HDR combined with RAW shooting would be the next best; a series of shots taken at varying exposures and then blended in editing into an HDR shot could work out and wouldn't eat up as much time. Downside is you might still need to play with lighting to try and remove some of the worst reflections - though if you bring a tripod and the floor is solid you could easily make up for that with some longer exposures. The trick then will be blending the shots so that you get a result that gives a pleasing display without ending up like a cartoon (I'm assuming they want a fairly natural looking shot so you'll need shadows and such in the final blended photo).
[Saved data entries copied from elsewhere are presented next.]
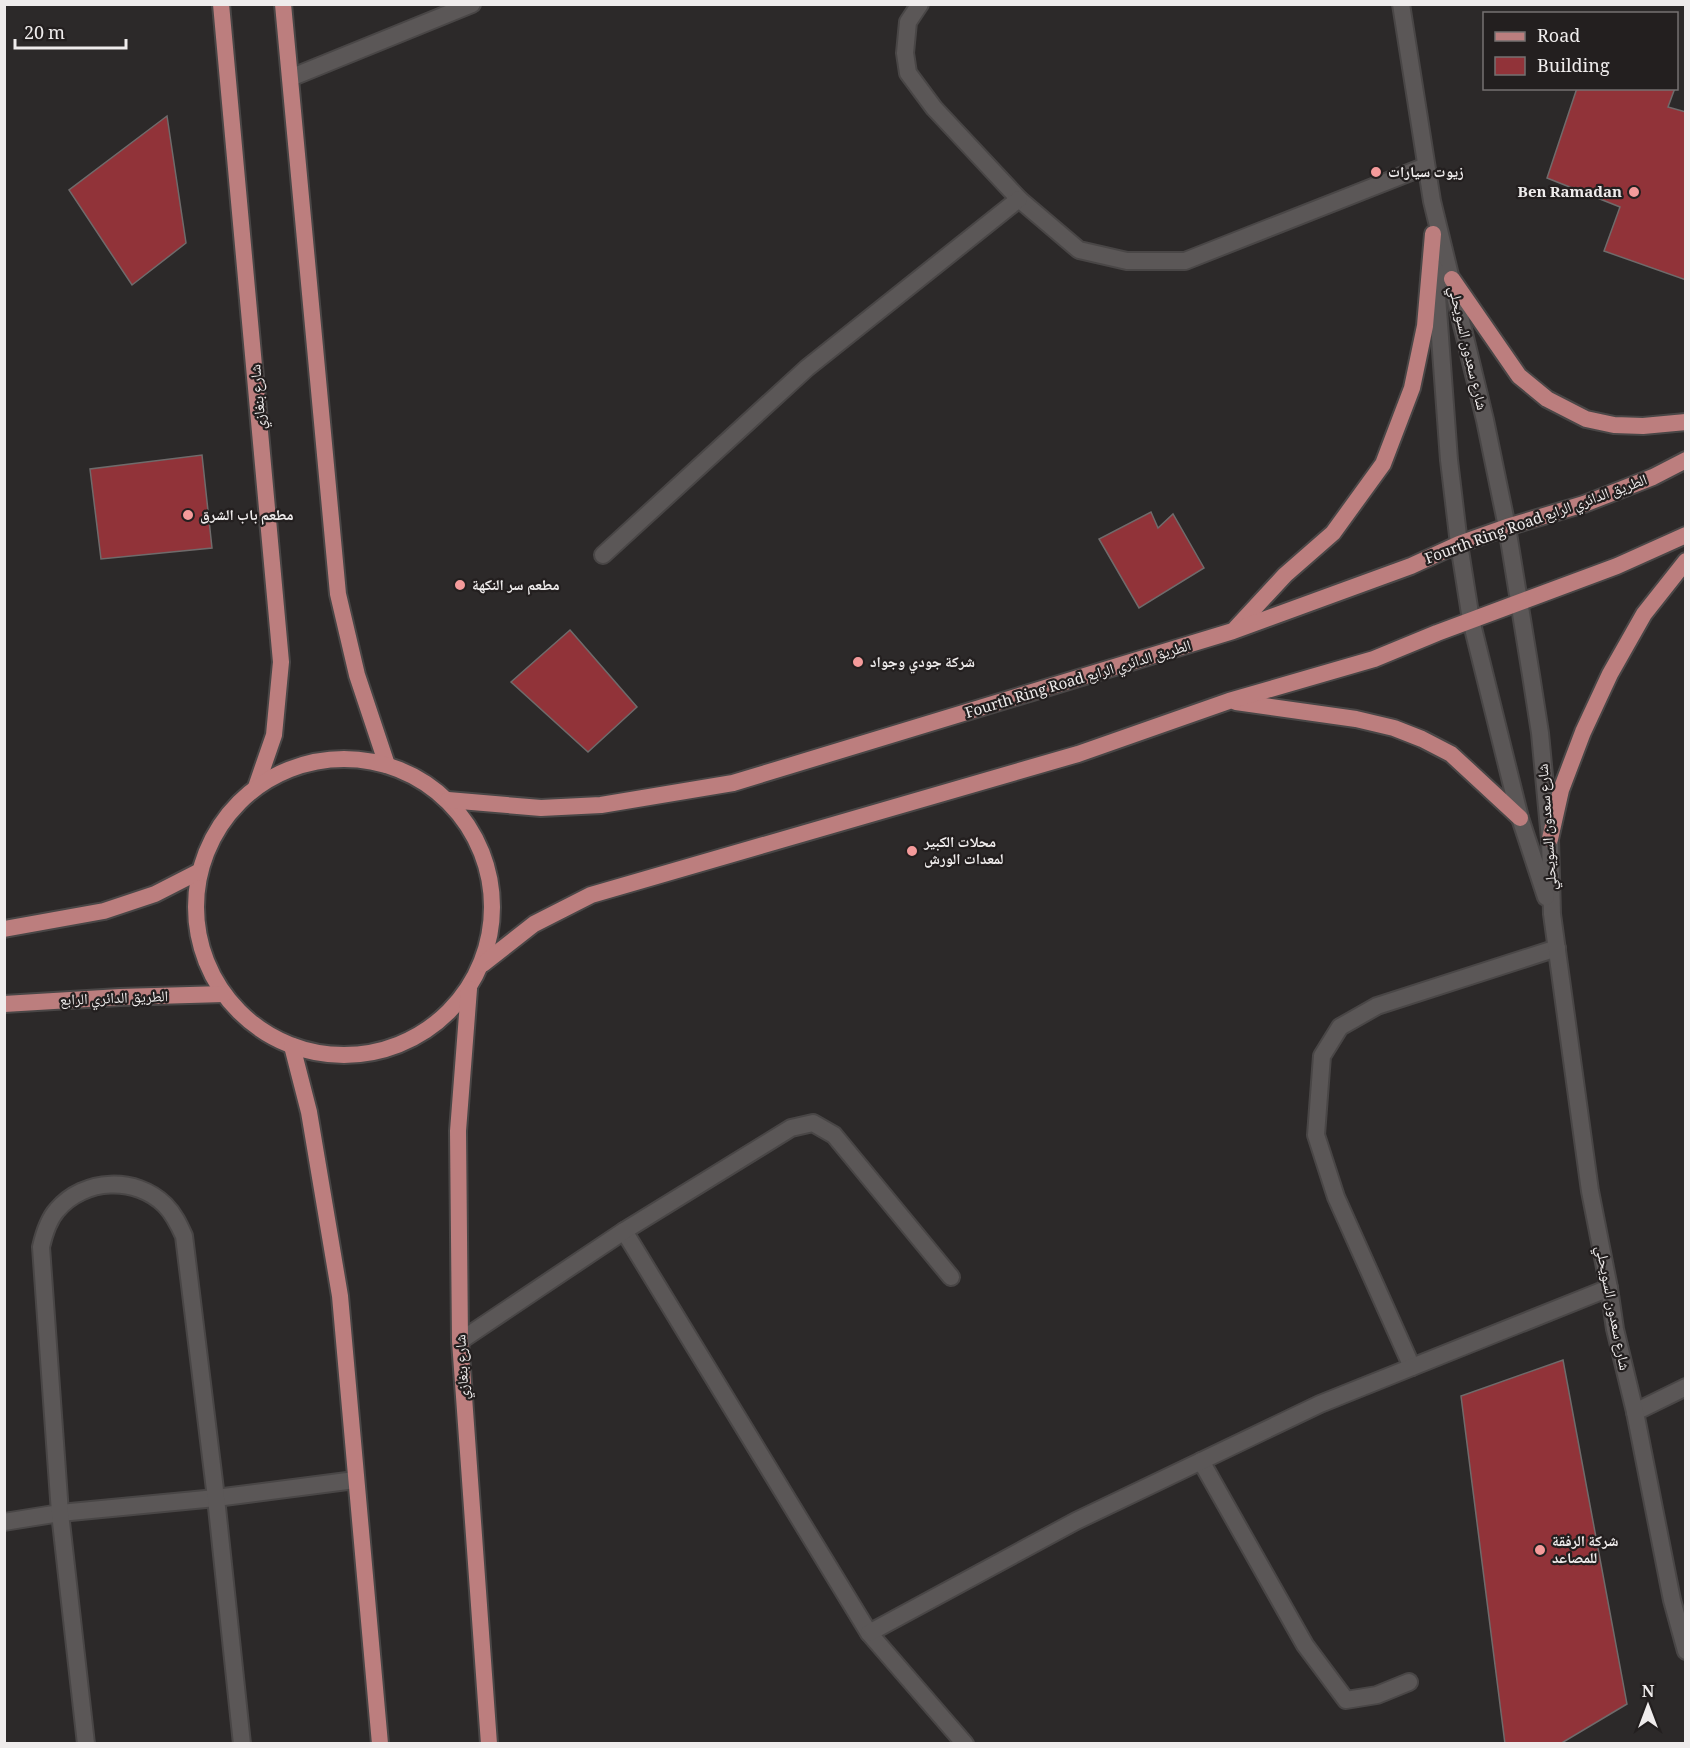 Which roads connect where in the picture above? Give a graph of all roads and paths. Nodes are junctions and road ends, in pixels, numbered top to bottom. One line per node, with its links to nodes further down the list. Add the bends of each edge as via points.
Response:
1 (221, 4): 24 (main road, شارع بنغازي, via 281,662 274,735)
2 (283, 4): 6 (main road)
3 (472, 4): 6 (street)
4 (920, 4): 8 (street, via 908,22 908,73 934,108)
5 (1401, 4): 7 (street, شارع سعدون السويحلي)
6 (290, 78): 23 (main road, via 338,594 357,675)
7 (1426, 166): 8 (street, via 1185,261 1127,261 1079,250); 9 (street, شارع سعدون السويحلي)
8 (1019, 199): 17 (street, via 807,368)
9 (1432, 201): 10 (street); 11 (street, شارع سعدون السويحلي)
10 (1433, 234): 16 (street, via 1441,366); 21 (main road, via 1425,326 1412,388 1383,464 1333,533 1285,575)
11 (1452, 279): 12 (main road, via 1519,376 1547,399 1586,419 1614,424); 14 (street, شارع سعدون السويحلي)
12 (1686, 422)
13 (1686, 460): 14 (main road, Fourth Ring Road الطريق الدائري الرابع, via 1584,504)
14 (1507, 527): 16 (main road, Fourth Ring Road الطريق الدائري الرابع); 19 (street, شارع سعدون السويحلي)
15 (1686, 535): 19 (main road)
16 (1459, 544): 20 (street); 21 (main road, Fourth Ring Road الطريق الدائري الرابع, via 1411,566)
17 (603, 555)
18 (1686, 561): 27 (main road, via 1644,614 1610,674 1561,790)
19 (1518, 603): 20 (main road); 27 (street, شارع سعدون السويحلي, via 1540,733)
20 (1471, 620): 22 (main road, via 1374,659); 26 (street)
21 (1233, 631): 25 (main road, Fourth Ring Road الطريق الدائري الرابع, via 733,783 601,805 542,808)
22 (1229, 701): 26 (main road, via 1356,719 1413,735 1451,754); 32 (main road, via 1078,754 591,895 534,924)
23 (387, 765): 24 (main road, via 360,759 332,759 279,773); 25 (main road, via 416,777)
24 (256, 787): 28 (main road, via 220,825)
25 (448, 800): 32 (main road, via 471,828 486,860 494,894 492,930)
26 (1520, 818): 29 (street)
27 (1550, 839): 29 (street, شارع سعدون السويحلي)
28 (200, 872): 30 (main road, via 155,894 104,911); 34 (main road, via 195,897 199,940 210,972)
29 (1552, 914): 31 (street, شارع سعدون السويحلي)
30 (4, 929)
31 (1557, 948): 39 (street, شارع سعدون السويحلي, via 1590,1191); 41 (street, via 1377,1006 1340,1027 1322,1056 1316,1136 1336,1197)
32 (483, 964): 33 (main road)
33 (469, 989): 36 (main road, via 428,1030 397,1046 362,1055 326,1054); 40 (main road, شارع بنغازي, via 458,1131)
34 (224, 994): 35 (main road, الطريق الدائري الرابع); 36 (main road, via 266,1034)
35 (4, 1004)
36 (292, 1046): 45 (main road, via 309,1112 340,1296)
37 (624, 1231): 38 (street, via 791,1128 813,1123 834,1136); 40 (street); 49 (street)
38 (951, 1277)
39 (1609, 1288): 41 (street); 43 (street, شارع سعدون السويحلي)
40 (460, 1341): 55 (main road, شارع بنغازي)
41 (1412, 1367): 44 (street, via 1320,1404)
42 (1686, 1387): 43 (street)
43 (1635, 1412): 50 (street, شارع سعدون السويحلي, via 1672,1600)
44 (1201, 1461): 49 (street, via 1076,1521); 51 (street, via 1305,1645 1346,1700 1377,1695)
45 (355, 1480): 46 (street); 54 (main road)
46 (216, 1498): 47 (street); 47 (street, via 184,1236 164,1204 131,1186 112,1184 92,1187 57,1210 41,1247); 53 (street)
47 (60, 1513): 48 (street); 52 (street)
48 (4, 1522)
49 (869, 1633): 56 (street)
50 (1686, 1651)
51 (1409, 1682)
52 (86, 1743)
53 (242, 1743)
54 (380, 1743)
55 (489, 1743)
56 (965, 1743)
You might want to take along a circular polarizer since that should help with the non-metallic reflections at the very least - you might also look like cross polarized flash photography as a method. 
Taming those Annoying Highlights: Cross-Polarization Flash Macro Photography | NatureScapes.Net ? The Resource for Nature Photographers


----------



## bratkinson (Mar 4, 2014)

First, let me state that I've never done such a shoot. Nor am I a pro by any means.

As Overread mentioned above, a CPL is a must to cut the reflections and 'hot spots' from the chrome and other shiny surfaces. I'd also want to have at least 2 stand-mounted flashes at 45 degrees from the imaginary centerline to light the displays uniformly. The second shot makes this very apparent. Adding a third flash above and behind you might also be useful for displays with walls sticking out at you blocking the angled flashes. Ideally, I'd look to eliminate all shadows and have everything uniformly lit.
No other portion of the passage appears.